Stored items
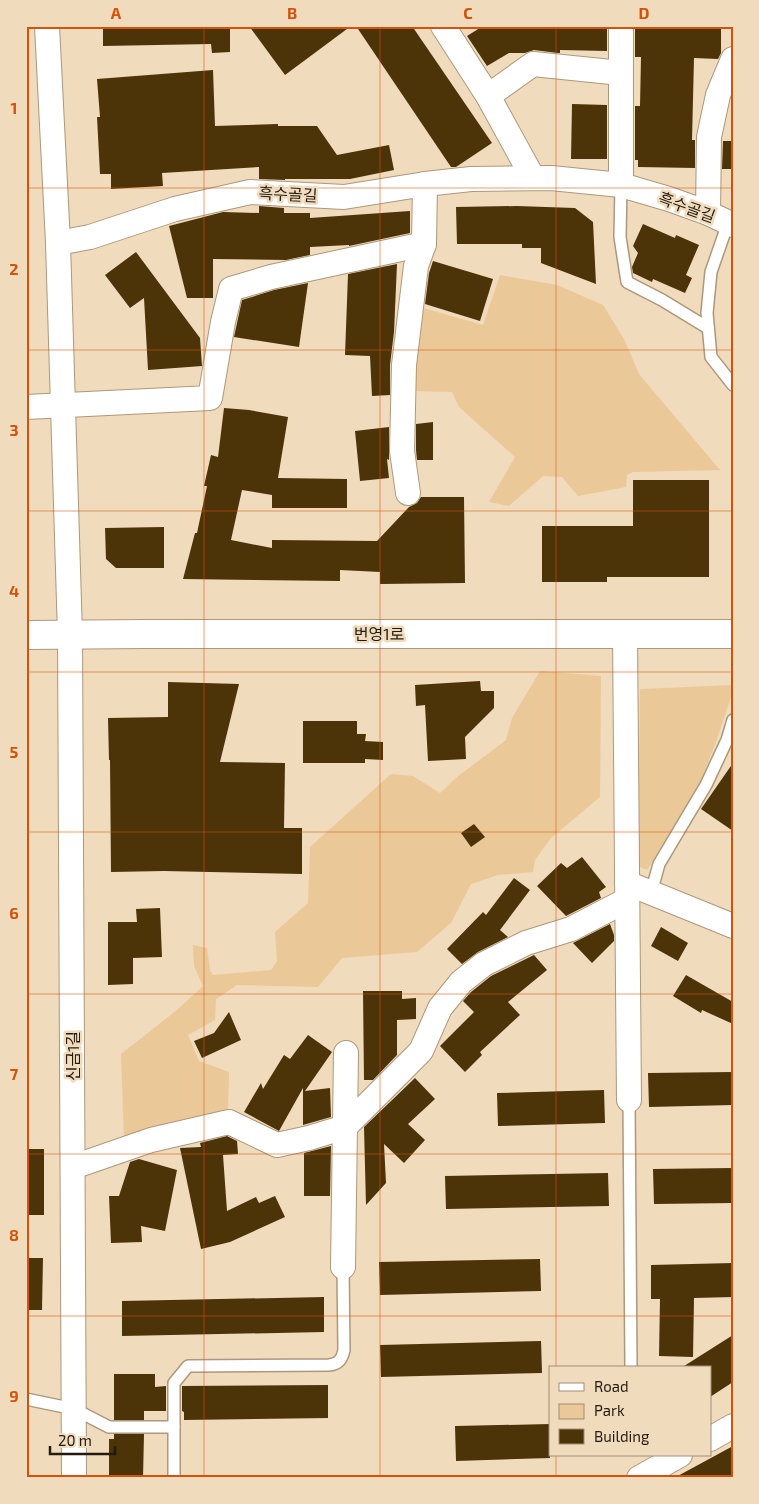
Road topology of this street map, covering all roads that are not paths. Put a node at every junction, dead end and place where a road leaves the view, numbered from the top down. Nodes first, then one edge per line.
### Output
1 (47, 26) edge
2 (621, 26) edge
3 (451, 29) edge
4 (733, 59) edge
5 (621, 73) junction
6 (488, 96) junction
7 (533, 178) junction
8 (425, 184) junction
9 (621, 185) junction
10 (723, 220) edge
11 (58, 243) junction
12 (424, 244) junction
13 (708, 328) junction
14 (733, 385) edge
15 (26, 406) edge
16 (62, 406) junction
17 (408, 493) dead end
18 (733, 634) edge
19 (26, 635) edge
20 (70, 635) junction
21 (625, 635) junction
22 (733, 720) edge
23 (627, 892) junction
24 (651, 893) junction
25 (733, 926) edge
26 (346, 1053) dead end
27 (629, 1100) joint
28 (345, 1128) junction
29 (73, 1167) junction
30 (343, 1267) joint
31 (631, 1366) edge
32 (26, 1399) edge
33 (74, 1409) junction
34 (733, 1426) edge
35 (174, 1427) junction
36 (712, 1438) edge
37 (678, 1456) edge
38 (74, 1478) edge
39 (174, 1478) edge
40 (639, 1478) edge

1 - 11 street
2 - 5 street
3 - 6 street
4 - 10 street
5 - 6 street
5 - 9 street
6 - 7 street
7 - 8 street, 흑수골길
7 - 9 street, 흑수골길
8 - 11 street, 흑수골길
8 - 12 street
9 - 10 street, 흑수골길
9 - 13 lane
10 - 13 lane
11 - 16 street, 신금1길
12 - 16 street
12 - 17 street
13 - 14 lane
15 - 16 street
16 - 20 street, 신금1길
18 - 21 main road, 번영1로
19 - 20 main road, 번영1로
20 - 21 main road, 번영1로
20 - 29 street, 신금1길
21 - 23 street
22 - 24 lane
23 - 24 street
23 - 27 street
23 - 28 street
24 - 25 street
26 - 28 street
27 - 31 lane
28 - 29 street
28 - 30 street
29 - 33 street, 신금1길
30 - 35 lane
32 - 33 lane
33 - 35 lane
33 - 38 street, 신금1길
34 - 36 street
35 - 39 lane
37 - 40 street

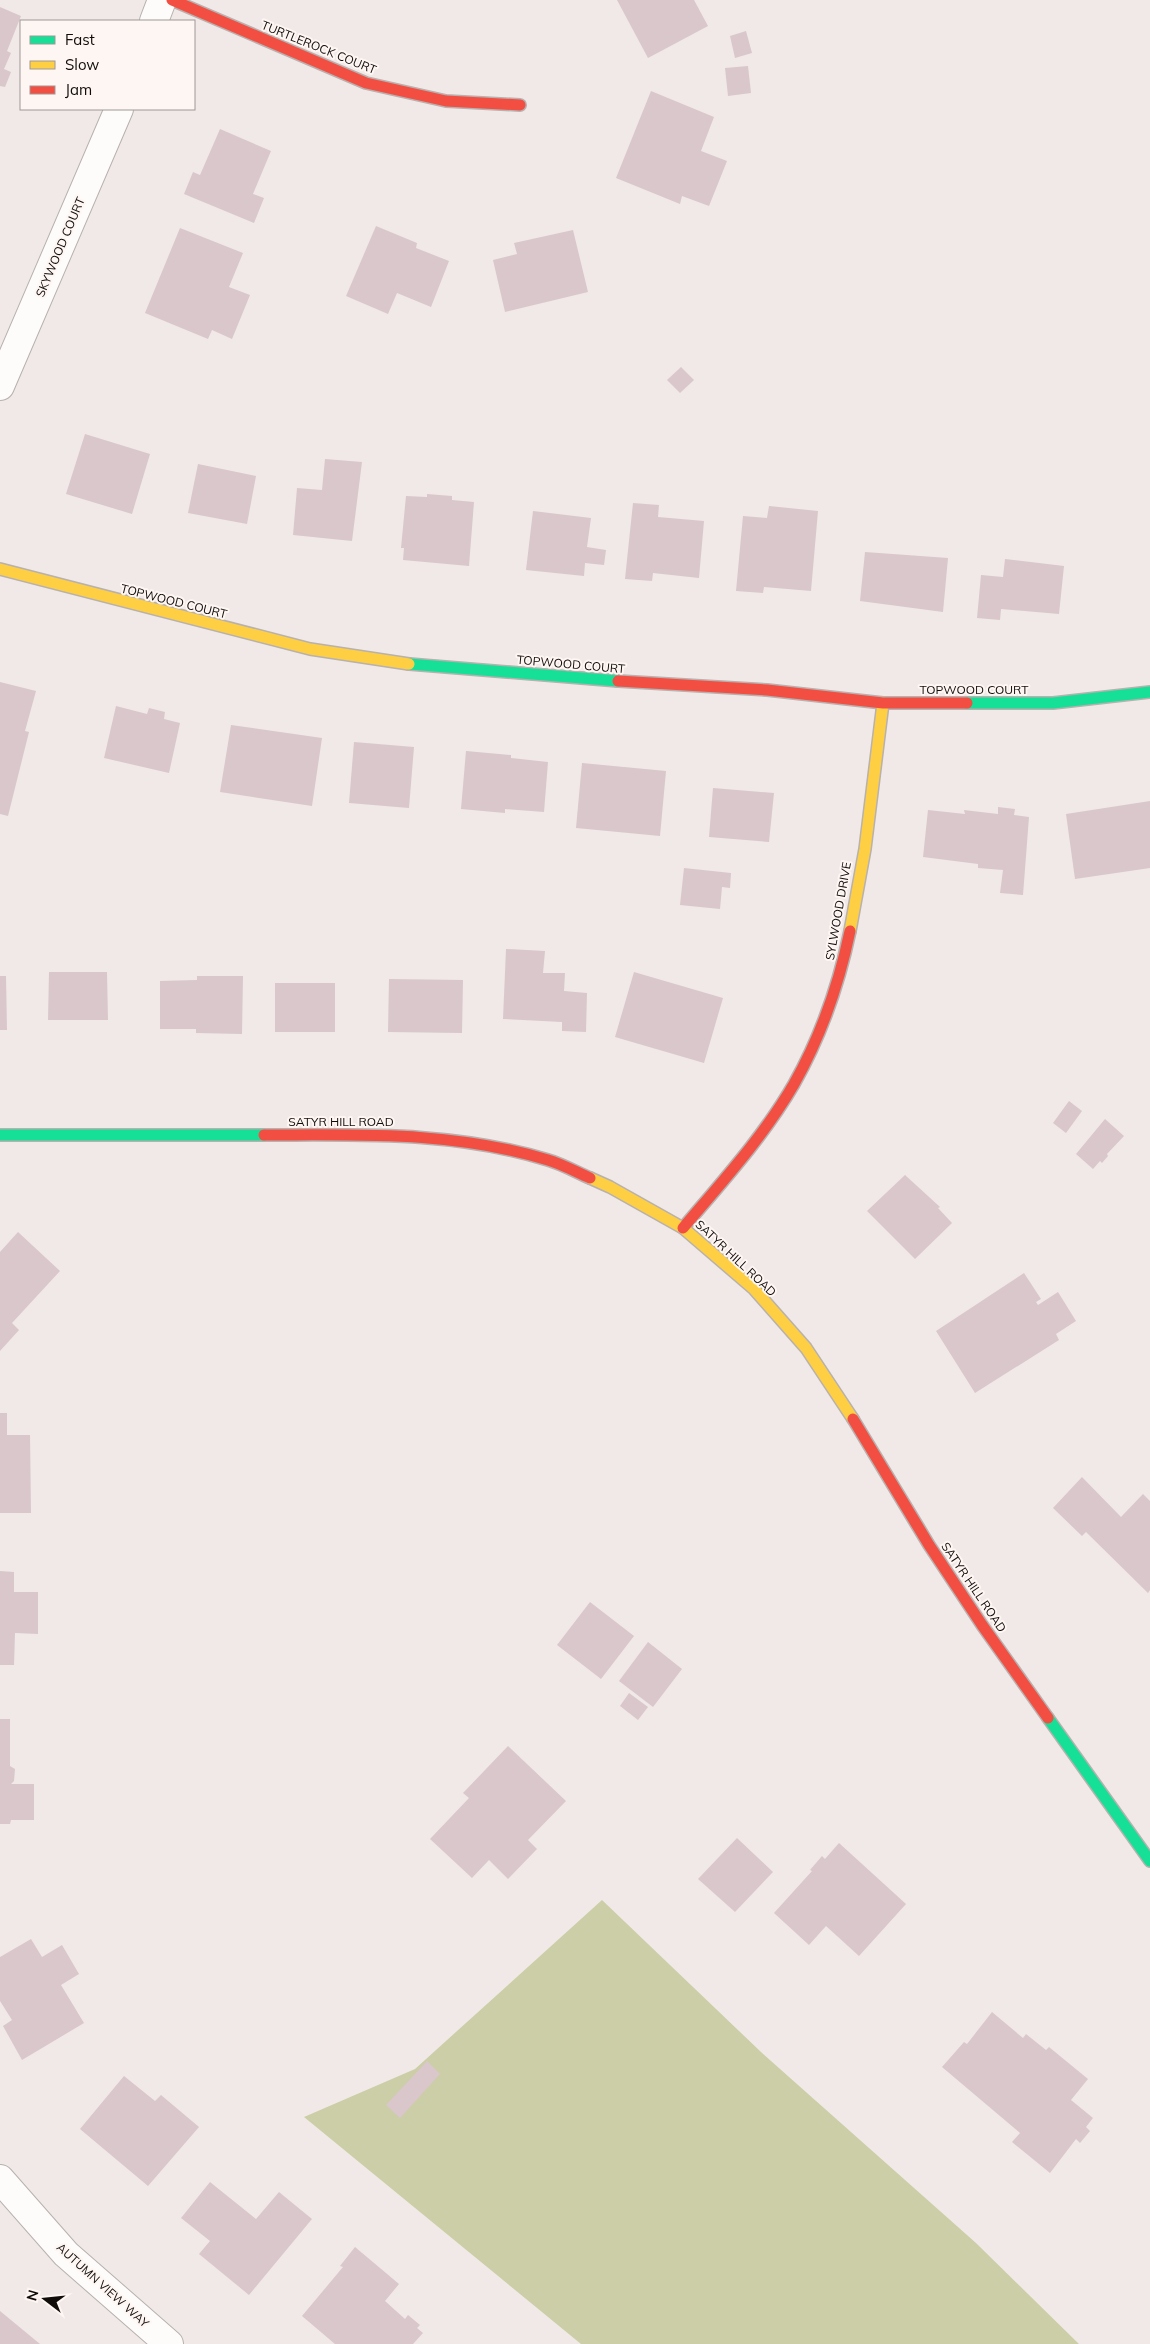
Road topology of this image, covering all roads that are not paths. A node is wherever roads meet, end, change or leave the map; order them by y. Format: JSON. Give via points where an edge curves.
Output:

#### [Problem to work on]
Every line above must appear in the answer unchanged, and no picture may appear in it.

#### [Response box]
Road topology of this street map, covering all roads that are not paths. Put a node at every junction, dead end and place where a road leaves the view, numbered from the top down. Nodes first, then one edge per line.
### Output
1 (47, 26) edge
2 (621, 26) edge
3 (451, 29) edge
4 (733, 59) edge
5 (621, 73) junction
6 (488, 96) junction
7 (533, 178) junction
8 (425, 184) junction
9 (621, 185) junction
10 (723, 220) edge
11 (58, 243) junction
12 (424, 244) junction
13 (708, 328) junction
14 (733, 385) edge
15 (26, 406) edge
16 (62, 406) junction
17 (408, 493) dead end
18 (733, 634) edge
19 (26, 635) edge
20 (70, 635) junction
21 (625, 635) junction
22 (733, 720) edge
23 (627, 892) junction
24 (651, 893) junction
25 (733, 926) edge
26 (346, 1053) dead end
27 (629, 1100) joint
28 (345, 1128) junction
29 (73, 1167) junction
30 (343, 1267) joint
31 (631, 1366) edge
32 (26, 1399) edge
33 (74, 1409) junction
34 (733, 1426) edge
35 (174, 1427) junction
36 (712, 1438) edge
37 (678, 1456) edge
38 (74, 1478) edge
39 (174, 1478) edge
40 (639, 1478) edge

1 - 11 street
2 - 5 street
3 - 6 street
4 - 10 street
5 - 6 street
5 - 9 street
6 - 7 street
7 - 8 street, 흑수골길
7 - 9 street, 흑수골길
8 - 11 street, 흑수골길
8 - 12 street
9 - 10 street, 흑수골길
9 - 13 lane
10 - 13 lane
11 - 16 street, 신금1길
12 - 16 street
12 - 17 street
13 - 14 lane
15 - 16 street
16 - 20 street, 신금1길
18 - 21 main road, 번영1로
19 - 20 main road, 번영1로
20 - 21 main road, 번영1로
20 - 29 street, 신금1길
21 - 23 street
22 - 24 lane
23 - 24 street
23 - 27 street
23 - 28 street
24 - 25 street
26 - 28 street
27 - 31 lane
28 - 29 street
28 - 30 street
29 - 33 street, 신금1길
30 - 35 lane
32 - 33 lane
33 - 35 lane
33 - 38 street, 신금1길
34 - 36 street
35 - 39 lane
37 - 40 street

Road topology of this image, covering all roads that are not paths. A node is wherever roads meet, end, change or leave the map; order them by y. Format: JSON. Give via points where an edge curves.
Output:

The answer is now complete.